# INFORMATION PROVIDED
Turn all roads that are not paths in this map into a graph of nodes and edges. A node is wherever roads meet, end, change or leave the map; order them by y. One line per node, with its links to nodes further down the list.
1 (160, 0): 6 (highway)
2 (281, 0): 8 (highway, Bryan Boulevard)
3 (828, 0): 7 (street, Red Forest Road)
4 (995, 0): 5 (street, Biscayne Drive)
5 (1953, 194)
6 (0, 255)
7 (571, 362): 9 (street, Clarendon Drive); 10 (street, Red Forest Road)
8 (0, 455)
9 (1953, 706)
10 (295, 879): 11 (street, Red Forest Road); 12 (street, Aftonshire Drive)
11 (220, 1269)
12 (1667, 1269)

# WHAT IS EXPECTED
Repeat the entries above verbatim.

# TASK ANSWER
Turn all roads that are not paths in this map into a graph of nodes and edges. A node is wherever roads meet, end, change or leave the map; order them by y. One line per node, with its links to nodes further down the list.
1 (160, 0): 6 (highway)
2 (281, 0): 8 (highway, Bryan Boulevard)
3 (828, 0): 7 (street, Red Forest Road)
4 (995, 0): 5 (street, Biscayne Drive)
5 (1953, 194)
6 (0, 255)
7 (571, 362): 9 (street, Clarendon Drive); 10 (street, Red Forest Road)
8 (0, 455)
9 (1953, 706)
10 (295, 879): 11 (street, Red Forest Road); 12 (street, Aftonshire Drive)
11 (220, 1269)
12 (1667, 1269)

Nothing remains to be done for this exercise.